The treatment of chilblains remains unsatisfactory. Nifedipine and, to a lesser extent, diltiazem,3 both calcium channel blockers, are reported to be effective. They modify calcium entry into cells by interacting with specific binding sites on the 6. 1 subunit of the L type voltage-dependent calcium channel. Thus while both of them cause peripheral vasodilatation, nifedipine can produce side effects like reflex tachycardia and diltiazem can slow atrio-ventricular conduction.5

In our study nifedipine was used in a lower dosage than the 60 mg of a sustained release preparation of nifedipine used by Rustin et al2 since Indian subjects have a smaller frame/built and body weight. The clinical response was comparable to that in earlier studies of Rustin et al2 and Dowd et al.3 Moreover, this regimen causes fewer side effects, has better compliance and is cheaper. In the diltiazem group, no response was seen in 7 cases, poor response in 3 cases, and good clinical response was seen only in two cases.

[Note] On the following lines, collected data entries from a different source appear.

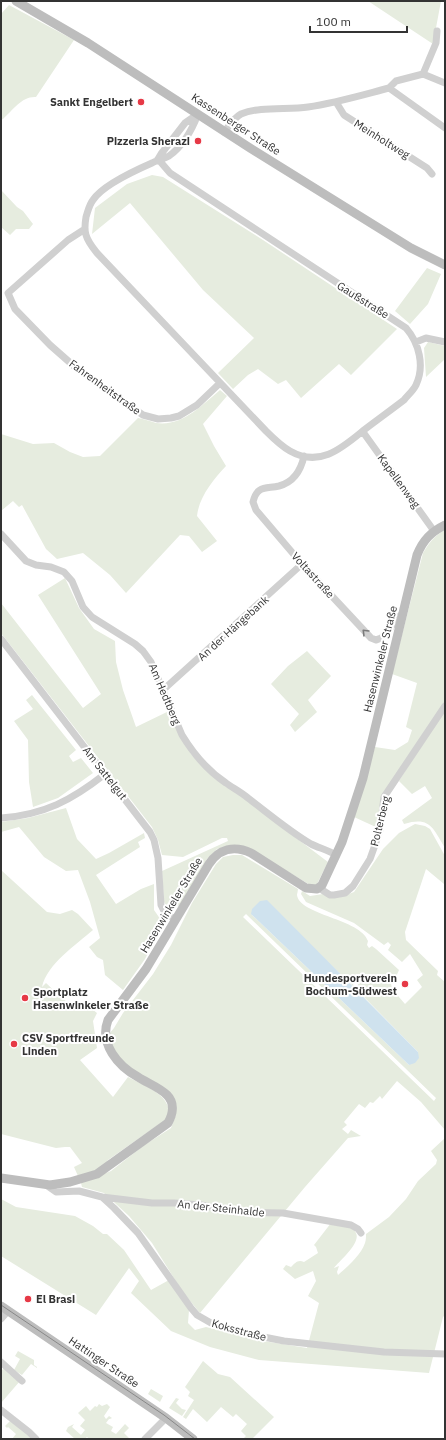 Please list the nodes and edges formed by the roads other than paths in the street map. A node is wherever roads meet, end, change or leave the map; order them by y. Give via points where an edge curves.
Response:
1 (16, 1) edge
2 (438, 31) dead end
3 (423, 74) junction
4 (445, 83) edge
5 (388, 88) junction
6 (336, 102) junction
7 (198, 114) junction
8 (445, 128) edge
9 (224, 132) junction
10 (158, 159) junction
11 (432, 174) dead end
12 (84, 229) junction
13 (445, 265) edge
14 (5, 294) edge
15 (416, 342) junction
16 (445, 342) edge
17 (220, 383) junction
18 (363, 432) junction
19 (304, 456) junction
20 (445, 525) edge
21 (434, 531) junction
22 (1, 534) edge
23 (302, 564) junction
24 (403, 614) junction
25 (1, 639) edge
26 (163, 690) junction
27 (445, 706) edge
28 (105, 774) junction
29 (1, 818) edge
30 (336, 855) junction
31 (319, 888) junction
32 (175, 919) junction
33 (1, 1178) edge
34 (46, 1185) junction
35 (102, 1197) junction
36 (361, 1233) dead end
37 (4, 1309) edge
38 (1, 1319) edge
39 (445, 1354) edge
40 (1, 1362) edge
41 (22, 1381) dead end
42 (1, 1410) edge
43 (166, 1418) junction
44 (36, 1439) edge
45 (145, 1439) edge
46 (193, 1439) edge

1 - 7 street, Kassenberger Straße via 88,43
2 - 3 street via 436,43
3 - 4 street
3 - 5 street via 396,81
5 - 6 street
5 - 8 street
6 - 9 street via 246,113 240,115
6 - 11 street, Meinholtweg via 344,115 427,168
7 - 9 street, Kassenberger Straße
7 - 10 street via 192,130 177,150 167,157
9 - 13 street, Kassenberger Straße via 411,248
10 - 12 street via 111,184 97,195 89,207
10 - 15 street, Gaußstraße via 170,173 398,322
12 - 14 street, Fahrenheitstraße
12 - 17 street, Gaußstraße via 97,254
14 - 17 street, Fahrenheitstraße via 19,313 54,349 143,415 158,419 180,416 197,405
15 - 16 street via 426,338
15 - 18 street, Gaußstraße via 420,368 415,387 404,400
17 - 19 street, Gaußstraße via 281,445
18 - 19 street, Gaußstraße via 334,453 320,457
18 - 21 street, Kapellenweg
19 - 23 street, Voltastraße via 297,474 280,486 260,490 255,496 253,506
20 - 21 street, Hasenwinkeler Straße
21 - 24 street, Hasenwinkeler Straße via 420,547
22 - 26 street, Am Hedtberg via 26,561 60,570 69,576 87,612 143,651 151,662
24 -> 23 street, Voltastraße via 398,616 384,636 373,639
23 - 26 street, An der Hängebank
24 - 30 street, Hasenwinkeler Straße via 363,778
25 - 28 street, Am Sattelgut
26 - 30 street, Am Hedtberg via 182,735 206,766 301,838
27 - 31 street, Polterberg via 384,797 380,830 375,845 370,859 353,886 345,893 334,895
28 - 29 street via 74,797 52,808 30,815
28 - 32 street, Am Sattelgut via 152,835 158,858 161,905 165,913
30 - 31 street, Hasenwinkeler Straße
31 - 32 street, Hasenwinkeler Straße via 306,888 251,853 232,849 214,857
32 - 34 street, Hasenwinkeler Straße via 146,969 110,1016 105,1030 109,1048 122,1065 169,1097 173,1110 171,1119 166,1126 98,1174 57,1185
33 - 34 street, Hasenwinkeler Straße
34 - 35 street via 56,1192 79,1192
35 - 36 street, An der Steinhalde via 201,1205 236,1212 283,1213 348,1224
35 - 39 street, Koksstraße via 138,1233 197,1315 211,1323 243,1333 306,1344 392,1353
37 - 38 street
37 - 43 street, Hattinger Straße
40 - 41 street
42 - 44 street
43 - 45 street
43 - 46 street, Hattinger Straße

We conclude that nifedipine remains the drug of choice in chilblains but can be used in a smaller dosage in the Indian population. Diltiazem is less effective in the conventional dose and we propose to conduct further studies with a higher dosage in a larger group of patients.

References

  1. Dowd PM, Rustin MHA, Lenigan S. Nifedipine in the treatment of chilblains. Br Med J 1986;293:923-4.
  2. Rustin HA, Newton A, Smith NP, et al. The treatment of chilblains with nifedipine, the result of a pilot study, a double blind placebo controlled randomized study and a long-term open trial. Br Med J 1989;120:267-75.
  3. Dowd PM. Reactions to cold. In: Champion RH, Burton JL, Burns DA, et al, editors. Rook/Wilkinson/Ebling's Textbook of dermatology. 6th ed. Oxford: Blackwell Scientific Publication; 1998. p. 957-72.
  4. Ryan TJ. Cold. In: Freedberg IM, Eisen AZ, Wolff K, et al, editors. Dermatology in general medicine. 5th ed. New York: McGraw-Hill; 1999. p. 1495-505.
  5. Williams OR. Hypertensive vascular disease. In: Braunwald E, Fauci AS, Kasper DL, et al, editors. Harrison's principles of internal medicine. 15th ed. New York: McGraw-Hill; 2001. p. 1414-30.